The effectiveness of each error measure will be discussed from the perspective of objectives and issues
The quality and merits of the model are all relative judgments based on certain angles. In this article, we will discuss the effectiveness of each error measure from the perspective of goals and problems. When someone tells you that "China is the best country," the first question you ask is definitely what the basis of this statement is. We assess whether we compare countries based on the state of the economy, the level of education, or their health facilities. What? Similarly, each machine learning model uses different data sets to solve the problem of different targets in a targeted manner.

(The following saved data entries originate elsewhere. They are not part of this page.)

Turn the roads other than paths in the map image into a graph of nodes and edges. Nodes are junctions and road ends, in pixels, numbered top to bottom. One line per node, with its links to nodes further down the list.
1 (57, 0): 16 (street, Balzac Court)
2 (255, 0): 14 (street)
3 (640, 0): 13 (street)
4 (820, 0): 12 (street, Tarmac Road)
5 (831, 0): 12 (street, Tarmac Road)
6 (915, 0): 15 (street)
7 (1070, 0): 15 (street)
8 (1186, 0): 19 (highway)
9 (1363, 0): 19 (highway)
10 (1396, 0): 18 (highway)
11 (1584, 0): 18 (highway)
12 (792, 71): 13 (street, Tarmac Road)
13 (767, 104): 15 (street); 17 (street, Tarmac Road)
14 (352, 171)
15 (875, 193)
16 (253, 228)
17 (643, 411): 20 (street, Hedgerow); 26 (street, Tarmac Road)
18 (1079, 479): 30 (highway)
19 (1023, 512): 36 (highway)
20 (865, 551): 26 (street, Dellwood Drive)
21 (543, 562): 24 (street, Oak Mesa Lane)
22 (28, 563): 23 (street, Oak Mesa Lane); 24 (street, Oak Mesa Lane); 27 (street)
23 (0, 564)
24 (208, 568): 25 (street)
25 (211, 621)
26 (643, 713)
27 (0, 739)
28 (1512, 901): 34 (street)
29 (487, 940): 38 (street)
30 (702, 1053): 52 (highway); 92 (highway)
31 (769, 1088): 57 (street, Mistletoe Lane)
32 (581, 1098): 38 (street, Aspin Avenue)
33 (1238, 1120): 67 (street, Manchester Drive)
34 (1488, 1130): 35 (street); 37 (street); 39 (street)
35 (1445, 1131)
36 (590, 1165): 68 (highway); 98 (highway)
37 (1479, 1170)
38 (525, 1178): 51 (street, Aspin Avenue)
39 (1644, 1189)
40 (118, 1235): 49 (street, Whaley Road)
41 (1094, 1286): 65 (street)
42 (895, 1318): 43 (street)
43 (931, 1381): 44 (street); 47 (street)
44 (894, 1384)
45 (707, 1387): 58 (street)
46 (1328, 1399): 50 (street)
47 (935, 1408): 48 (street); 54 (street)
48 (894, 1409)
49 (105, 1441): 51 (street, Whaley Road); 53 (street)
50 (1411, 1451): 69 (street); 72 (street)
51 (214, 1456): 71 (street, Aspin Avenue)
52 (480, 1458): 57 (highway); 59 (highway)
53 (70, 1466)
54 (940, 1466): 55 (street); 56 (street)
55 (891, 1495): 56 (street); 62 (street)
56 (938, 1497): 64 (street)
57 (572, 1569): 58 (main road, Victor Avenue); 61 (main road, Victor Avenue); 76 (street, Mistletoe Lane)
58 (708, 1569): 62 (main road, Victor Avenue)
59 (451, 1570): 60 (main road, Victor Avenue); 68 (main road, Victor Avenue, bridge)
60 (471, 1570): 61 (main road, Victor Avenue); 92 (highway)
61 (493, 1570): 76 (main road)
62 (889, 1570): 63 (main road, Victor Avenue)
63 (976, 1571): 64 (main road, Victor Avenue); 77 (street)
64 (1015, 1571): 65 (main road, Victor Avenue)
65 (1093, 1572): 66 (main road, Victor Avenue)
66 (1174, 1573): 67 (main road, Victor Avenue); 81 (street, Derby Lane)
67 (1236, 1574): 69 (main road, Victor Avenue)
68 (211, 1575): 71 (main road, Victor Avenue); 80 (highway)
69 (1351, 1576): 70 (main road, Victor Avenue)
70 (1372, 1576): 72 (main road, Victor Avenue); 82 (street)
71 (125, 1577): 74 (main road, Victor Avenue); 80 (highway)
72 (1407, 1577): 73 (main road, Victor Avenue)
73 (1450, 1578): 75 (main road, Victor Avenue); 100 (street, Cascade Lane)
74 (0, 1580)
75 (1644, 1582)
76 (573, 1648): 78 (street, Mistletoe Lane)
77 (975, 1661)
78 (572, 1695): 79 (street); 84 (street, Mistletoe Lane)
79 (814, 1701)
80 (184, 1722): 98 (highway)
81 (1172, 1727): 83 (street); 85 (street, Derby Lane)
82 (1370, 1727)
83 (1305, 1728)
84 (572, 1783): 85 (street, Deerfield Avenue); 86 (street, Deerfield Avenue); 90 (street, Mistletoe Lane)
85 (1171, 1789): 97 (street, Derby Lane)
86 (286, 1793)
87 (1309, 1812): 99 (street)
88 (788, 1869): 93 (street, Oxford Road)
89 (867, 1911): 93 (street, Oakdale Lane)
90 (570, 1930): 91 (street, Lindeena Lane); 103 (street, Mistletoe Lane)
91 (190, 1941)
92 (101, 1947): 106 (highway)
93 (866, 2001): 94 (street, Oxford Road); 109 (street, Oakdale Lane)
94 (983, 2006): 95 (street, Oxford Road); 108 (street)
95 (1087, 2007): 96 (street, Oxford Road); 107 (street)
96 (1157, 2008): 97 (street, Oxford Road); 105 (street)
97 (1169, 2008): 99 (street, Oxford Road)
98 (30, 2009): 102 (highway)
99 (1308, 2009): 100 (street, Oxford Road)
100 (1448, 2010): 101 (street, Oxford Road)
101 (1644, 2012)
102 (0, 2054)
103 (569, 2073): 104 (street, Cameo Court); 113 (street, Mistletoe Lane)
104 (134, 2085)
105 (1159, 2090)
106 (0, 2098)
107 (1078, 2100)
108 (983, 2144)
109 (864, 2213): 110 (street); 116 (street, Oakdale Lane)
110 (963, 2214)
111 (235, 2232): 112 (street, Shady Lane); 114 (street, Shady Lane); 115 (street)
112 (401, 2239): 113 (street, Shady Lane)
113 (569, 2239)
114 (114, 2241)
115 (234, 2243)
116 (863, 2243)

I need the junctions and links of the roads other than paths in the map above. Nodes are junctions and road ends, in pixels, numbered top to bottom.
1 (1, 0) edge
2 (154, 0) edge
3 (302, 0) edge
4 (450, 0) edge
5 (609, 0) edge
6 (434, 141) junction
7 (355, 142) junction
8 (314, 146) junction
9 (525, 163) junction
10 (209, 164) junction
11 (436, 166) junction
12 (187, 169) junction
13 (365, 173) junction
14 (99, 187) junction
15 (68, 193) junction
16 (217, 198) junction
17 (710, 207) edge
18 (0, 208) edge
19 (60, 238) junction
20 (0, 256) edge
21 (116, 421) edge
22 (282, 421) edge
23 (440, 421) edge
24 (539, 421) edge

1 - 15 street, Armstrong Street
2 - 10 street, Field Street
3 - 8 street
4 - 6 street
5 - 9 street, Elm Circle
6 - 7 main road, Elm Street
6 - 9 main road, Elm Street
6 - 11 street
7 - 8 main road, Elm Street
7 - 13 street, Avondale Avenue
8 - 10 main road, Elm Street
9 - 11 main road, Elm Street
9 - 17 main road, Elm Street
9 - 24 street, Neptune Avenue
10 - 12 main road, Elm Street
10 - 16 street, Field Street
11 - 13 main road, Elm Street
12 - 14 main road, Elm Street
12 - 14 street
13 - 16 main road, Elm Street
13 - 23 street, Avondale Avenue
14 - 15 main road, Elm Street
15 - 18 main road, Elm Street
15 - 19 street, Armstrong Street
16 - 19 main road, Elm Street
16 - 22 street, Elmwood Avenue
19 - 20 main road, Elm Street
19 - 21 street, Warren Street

Therefore, before choosing the appropriate metrics, you must have a deep understanding of the context.
Graphs Common metrics for various machine learning models
Regression metrics
Most blogs focus more on model accuracy, recall, AUC (area under curve, area under ROC curve), and other classification indicators. We would like to make a slight change here. Let us explore a variety of indicators, including those used in regression questions. MAE and RMSE are the two most common metrics for continuous variables.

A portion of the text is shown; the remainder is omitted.